African Vegetable Stew

I wish I could say that I invented this amazing concoction, but I did not. My friend Christine found it in the Peas and Thank You cookbook. Christine cooks for a vegan client and is always on the lookout for tasty veggie recipes.

You might be thinking, "What could possibly be so great about a bowl of cooked vegetables?" But this stew is so much more than that. Hearty, thick, spicy and soul-satisfying, it is a meal in a bowl. And here's more great news: this dish is totally hands-off once you get it started, because it cooks in the crock pot. This is my new favorite recipe!

African Vegetable Stew
Serves 4 easily

1 15-ounce can chick peas, drained and rinsed
1 sweet potato, peeled and cut into about 1-inch pieces
1 teaspoon curry powder (or more to taste)
3/4 teaspoon garam masala (or more to taste)
1 teaspoon cumin
big squeeze of ginger (I buy it in the tube)
2 cloves garlic, minced
little squirt of agave nectar
dash of cinnamon
1 14-ounce can of fire-roasted diced tomatoes, undrained
1 can of light coconut milk
2 cups of vegetable stock (chicken stock is fine, too, if you're not making this for a vegetarian)
2 Tablespoons peanut butter
1/2 cup quinoa, rinsed off very well

Optional garnishes: chopped fresh cilantro, a squeeze of lime, a dollop of yogurt or some chopped peanuts

Directions:

1. Spray the inside of a small or medium-size crock pot with non-stick spray.

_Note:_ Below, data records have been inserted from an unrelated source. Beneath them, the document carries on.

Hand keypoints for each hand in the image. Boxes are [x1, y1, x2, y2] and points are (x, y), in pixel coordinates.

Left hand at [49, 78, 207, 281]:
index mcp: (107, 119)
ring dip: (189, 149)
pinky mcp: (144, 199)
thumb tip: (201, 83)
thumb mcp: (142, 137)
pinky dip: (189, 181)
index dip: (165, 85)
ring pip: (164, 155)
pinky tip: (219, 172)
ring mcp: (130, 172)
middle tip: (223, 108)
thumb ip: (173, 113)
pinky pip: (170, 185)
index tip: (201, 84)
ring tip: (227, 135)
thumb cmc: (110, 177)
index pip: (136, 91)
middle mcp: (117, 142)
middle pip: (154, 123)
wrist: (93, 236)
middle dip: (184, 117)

2. Place all of the ingredients, except the garnishes, in the crock pot. Stir and cover. Turn to HIGH for 1 hour to get things started. Then turn to LOW. The stew is done when the sweet potatoes are cooked through. This took 2 additional hours in my crock pot; it could take 4 or more hours in yours, so keep checking.

3. Serve stew topped with any of the optional garnishes.